Chloë Sevigny has said of her unsimulated oral sex scene with Vincent Gallo in The Brown Bunny, the 2003 film he also directed: "I seem to question myself every day why I crossed the line, but I really believed in the director as an artist … Making it for me was not difficult, but the reaction from the public has been very difficult for me to handle. I think a lot of people talk about it without having seen it, and that's part of the problem."
The last couple of years have seen the releases of Travis Mathews's I Want Your Love and Interior Leather Bar (directed with James Franco). Droo Padhiar, head of publicity of Peccadillo Pictures, the distributor of those films, as well as Stranger By the Lake, says these releases are part of a more liberal attitude to more extreme sex scenes. "Ten years ago, they would have gone straight to DVD, nobody would have given it a chance [at the cinema]," she says. As long as the sex is there as part of the narrative – in Stranger by the Lake it is intrinsic, she says – and it has done the rounds at festivals and won critics over, "cinema programmers are more willing to play a film with high sexual content.
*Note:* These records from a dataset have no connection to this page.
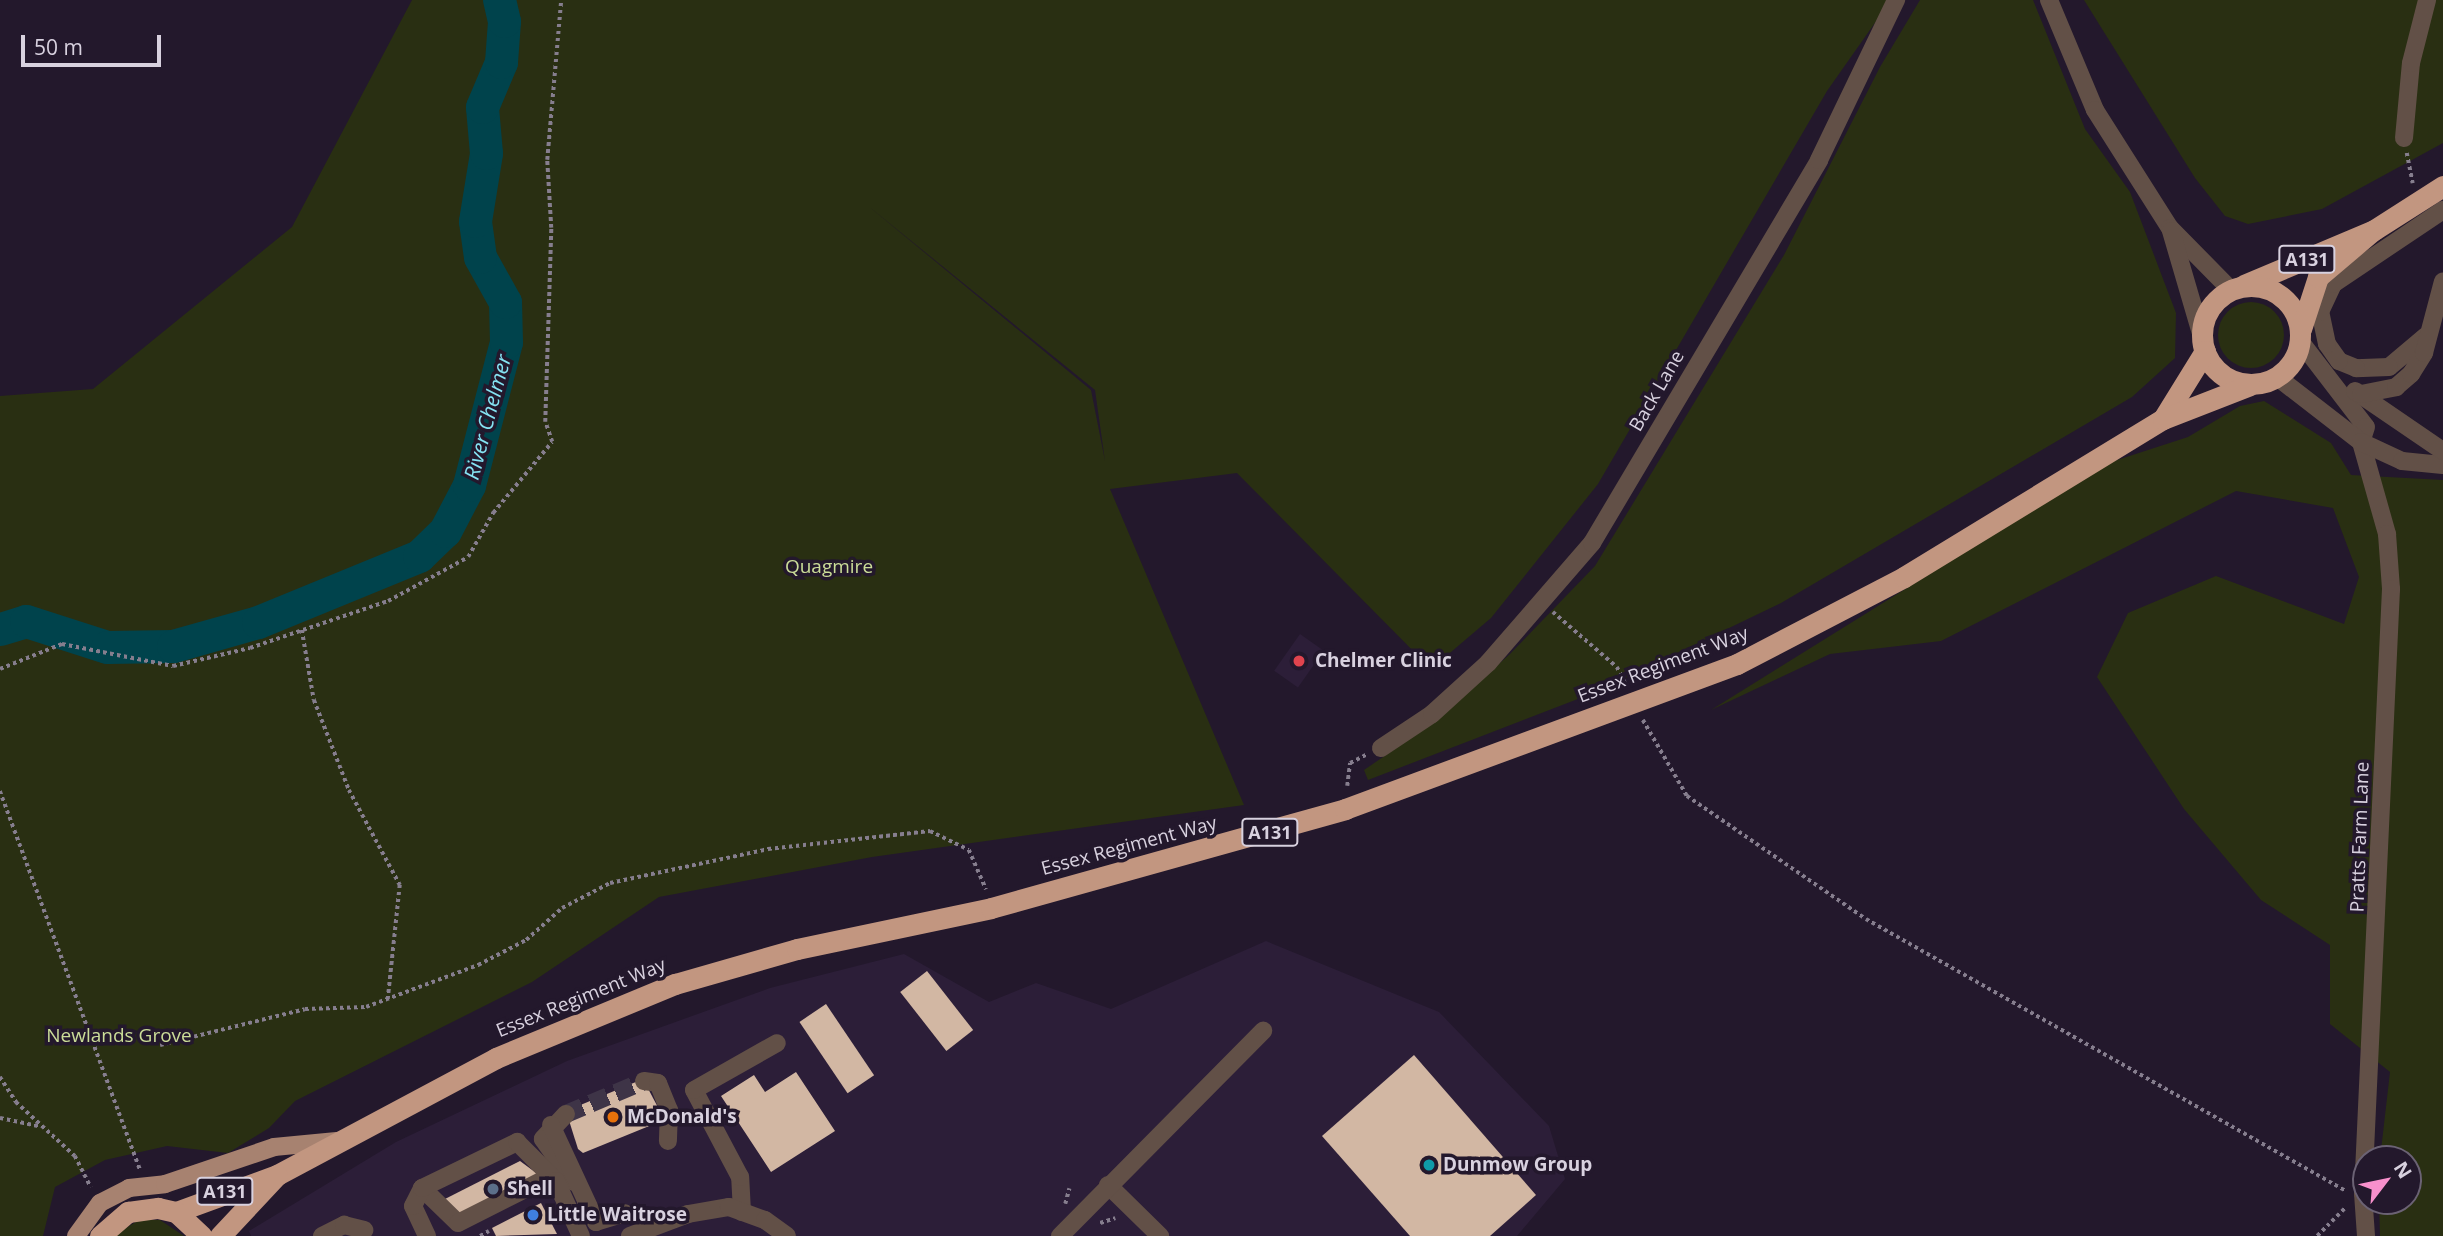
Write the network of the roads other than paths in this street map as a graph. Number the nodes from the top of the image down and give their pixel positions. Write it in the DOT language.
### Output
graph roads {
  1 [pos="1896,0"];
  2 [pos="2049,0"];
  3 [pos="2427,0"];
  4 [pos="2404,138"];
  5 [pos="2443,186"];
  6 [pos="2443,210"];
  7 [pos="2170,228"];
  8 [pos="2374,230"];
  9 [pos="2443,281"];
  10 [pos="2235,288"];
  11 [pos="2300,336"];
  12 [pos="2426,336"];
  13 [pos="2203,344"];
  14 [pos="2277,377"];
  15 [pos="2325,380"];
  16 [pos="2250,385"];
  17 [pos="2361,394"];
  18 [pos="2163,419"];
  19 [pos="2361,442"];
  20 [pos="2443,451"];
  21 [pos="2443,465"];
  22 [pos="1381,748"];
  23 [pos="1263,1031"];
  24 [pos="777,1043"];
  25 [pos="644,1081"];
  26 [pos="566,1114"];
  27 [pos="668,1140"];
  28 [pos="337,1141"];
  29 [pos="277,1175"];
  30 [pos="551,1176"];
  31 [pos="1111,1182"];
  32 [pos="422,1188"];
  33 [pos="176,1212"];
  34 [pos="742,1212"];
  35 [pos="625,1213"];
  36 [pos="364,1230"];
  37 [pos="655,1232"];
  38 [pos="76,1236"];
  39 [pos="100,1236"];
  40 [pos="202,1236"];
  41 [pos="220,1236"];
  42 [pos="322,1236"];
  43 [pos="427,1236"];
  44 [pos="580,1236"];
  45 [pos="630,1236"];
  46 [pos="787,1236"];
  47 [pos="1060,1236"];
  48 [pos="1160,1236"];
  49 [pos="2366,1236"];
  1 -- 22 [label="street, Back Lane"];
  2 -- 7 [label="street"];
  3 -- 4 [label="street"];
  5 -- 8 [label="highway, A131"];
  6 -- 12 [label="street"];
  7 -- 10 [label="street"];
  7 -- 13 [label="street"];
  8 -- 10 [label="highway, A131"];
  8 -- 11 [label="highway, A131"];
  9 -- 12 [label="street"];
  10 -- 11 [label="highway"];
  10 -- 13 [label="highway"];
  11 -- 14 [label="highway"];
  11 -- 15 [label="street, Pratts Farm Lane"];
  12 -- 17 [label="street"];
  13 -- 16 [label="highway"];
  13 -- 18 [label="highway, Essex Regiment Way / A131"];
  14 -- 16 [label="highway"];
  14 -- 19 [label="street"];
  15 -- 17 [label="street"];
  15 -- 19 [label="street, Pratts Farm Lane"];
  16 -- 18 [label="highway, Essex Regiment Way / A131"];
  17 -- 20 [label="street"];
  18 -- 28 [label="highway, Essex Regiment Way / A131"];
  19 -- 21 [label="street"];
  19 -- 49 [label="street, Pratts Farm Lane"];
  23 -- 31 [label="street"];
  24 -- 34 [label="street"];
  25 -- 27 [label="street"];
  26 -- 35 [label="street"];
  28 -- 29 [label="highway, Essex Regiment Way / A131"];
  28 -- 38 [label="main road"];
  29 -- 33 [label="highway, Essex Regiment Way / A131"];
  29 -- 41 [label="highway, Essex Regiment Way / A131"];
  30 -- 32 [label="street"];
  30 -- 32 [label="street"];
  30 -- 44 [label="street"];
  31 -- 47 [label="street"];
  31 -- 48 [label="street"];
  32 -- 43 [label="street"];
  33 -- 39 [label="highway"];
  33 -- 40 [label="highway"];
  34 -- 37 [label="street"];
  34 -- 46 [label="street"];
  36 -- 42 [label="street"];
  37 -- 45 [label="street"];
}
Demand is there, especially when people are given the green light that it's a film worth seeing, and not just smut." This, in turn, she says, gives film-makers the confidence to make the kind of films they want to. "We support a lot of independent film-makers from the start of their projects. Travis Mathews's films contain real sex, but also had theatrical presence. So it has given Travis the idea that this is something audiences are hungry for. It's close to him, he wants to make films about sex and love. Nobody is afraid any more, when you see there is an audience for it."
Others aren't convinced we're entering a new wave of boundary-crossing cinema. When David Cooke became director of the British Board of Film Classification in 2004, one of his first difficult decisions was rating 9 Songs. The principle has always been, he says, "that at 18 level, if it's not porn and it's not harmful and doesn't break the law, then adults should be free to choose [to watch something]. That's the way we approached 9 Songs all those years ago, and that's how we approached Nymphomaniac."
Winterbottom's film didn't mark the first time real sex had been passed uncut for an 18 rating – the first, thinks Cooke, was Ai No Corrida, the Japanese film that had been censored by the BBFC but passed in 1991, "so it has happened for a while". There had also been Von Trier's The Idiots in 1998, Romance a year later, followed by Intimacy and the French film Baise-moi – all of which contained scenes of unsimulated sex. "It is different if we think it's porn. The definition of porn that we use is: 'Is the primary purpose of the film sexual arousal?' Porn is shot in a different way, and it's clear to me that 9 Songs wasn't porn."
He doesn't necessarily believe the British public is becoming more tolerant of explicit sex. With Blue Is the Warmest Colour, "there was the case for [rating it] a 15 but the view we took in the end was that the sex scenes were just too long. So I think that does suggest that the public does still want us to be fairly vigilant."